Jenna untertstützt auch PETAs Kampagne gegen KFC
„Solange Hunde und Katzen noch nicht die Pille nehmen oder Kondome tragen können, müssen wir ihnen dabei helfen, sicheren Sex zu haben – indem wir sie sterilisieren oder kastrieren lassen“, so Jenna. „Jedes Jahr werden Millionen von heimatlosen Tieren in Tierheimen abgegeben, weil es schlichtweg nicht genügend neue Familien für sie gibt. Die Antwort auf dieses Problem lautet „ABC – Animal Birth Control“ (zu Deutsch: Geburtenkontrolle bei Tieren), was bedeutet, dass Bello und Fiffi ihren Teil dazu beitragen müssen!“
Jedes Mal, wenn ein Tier kastriert wird, verhindert man damit die Geburt von tausenden von Tieren. Kastration rettet Leben: fast 4 Millionen sogenannte Haustiere müssen in den Vereinigten Staaten jährlich euthanisiert werden, weil man kein neues Zuhause für sie findet.

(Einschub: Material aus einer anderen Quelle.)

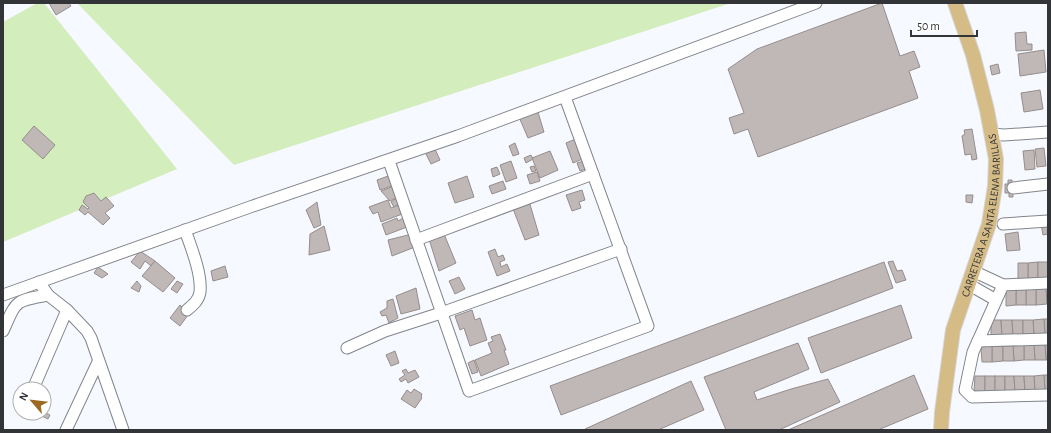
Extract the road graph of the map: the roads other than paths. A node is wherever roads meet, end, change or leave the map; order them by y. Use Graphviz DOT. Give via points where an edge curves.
graph roads {
  1 [pos="816,3"];
  2 [pos="955,3"];
  3 [pos="565,97"];
  4 [pos="1048,132"];
  5 [pos="992,134"];
  6 [pos="388,161"];
  7 [pos="594,174"];
  8 [pos="1048,184"];
  9 [pos="1004,187"];
  10 [pos="1048,221"];
  11 [pos="1003,224"];
  12 [pos="185,230"];
  13 [pos="416,240"];
  14 [pos="621,249"];
  15 [pos="970,277"];
  16 [pos="38,282"];
  17 [pos="1048,283"];
  18 [pos="1003,285"];
  19 [pos="3,294"];
  20 [pos="48,295"];
  21 [pos="996,300"];
  22 [pos="67,310"];
  23 [pos="187,310"];
  24 [pos="441,313"];
  25 [pos="3,331"];
  26 [pos="1048,339"];
  27 [pos="978,341"];
  28 [pos="347,348"];
  29 [pos="98,362"];
  30 [pos="36,381"];
  31 [pos="1048,395"];
  32 [pos="66,430"];
  33 [pos="123,430"];
  34 [pos="940,430"];
  1 -- 3 [label="street"];
  2 -- 5 [label="main road, CARRETERA A SANTA ELENA BARILLAS" via="973,55"];
  3 -- 6 [label="street"];
  3 -- 7 [label="street"];
  4 -- 5 [label="street" via="1004,136"];
  5 -- 9 [label="main road, CARRETERA A SANTA ELENA BARILLAS"];
  6 -- 12 [label="street"];
  6 -- 13 [label="street"];
  7 -- 13 [label="street"];
  7 -- 14 [label="street"];
  8 -- 9 [label="street"];
  9 -- 15 [label="main road, CARRETERA A SANTA ELENA BARILLAS"];
  10 -- 11 [label="street"];
  12 -- 16 [label="street"];
  12 -- 23 [label="street" via="196,263 200,292 198,299"];
  13 -- 24 [label="street"];
  14 -- 24 [label="street"];
  14 -- 24 [label="street" via="648,326 469,391"];
  15 -- 18 [label="street"];
  15 -- 21 [label="street"];
  15 -- 34 [label="main road, CARRETERA A SANTA ELENA BARILLAS" via="953,330"];
  16 -- 19 [label="street"];
  16 -- 20 [label="street"];
  17 -- 18 [label="street"];
  18 -- 21 [label="street"];
  20 -- 22 [label="street"];
  20 -- 25 [label="street" via="18,302"];
  21 -- 27 [label="street"];
  22 -- 29 [label="street" via="87,331"];
  22 -- 30 [label="street"];
  24 -- 28 [label="street" via="385,331"];
  26 -- 27 [label="street"];
  27 -- 31 [label="street" via="973,352 965,390 972,397"];
  29 -- 32 [label="street"];
  29 -- 33 [label="street"];
}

Ein kastriertes Tier hat außerdem eine größere Chance auf ein langes und gesundes Leben. Die Kastrierung einer Hündin oder Katze räumt so das Risiko auf Gebärmutter- und Eierstockkrebs aus und reduziert die Wahrscheinlichkeit auf Brustkrebs merklich. Wird ein Rüde oder ein Kater kastriert, ist die Gefahr auf eine Erweiterung der Prostata oder Prostatakrebs wesentlich geringer.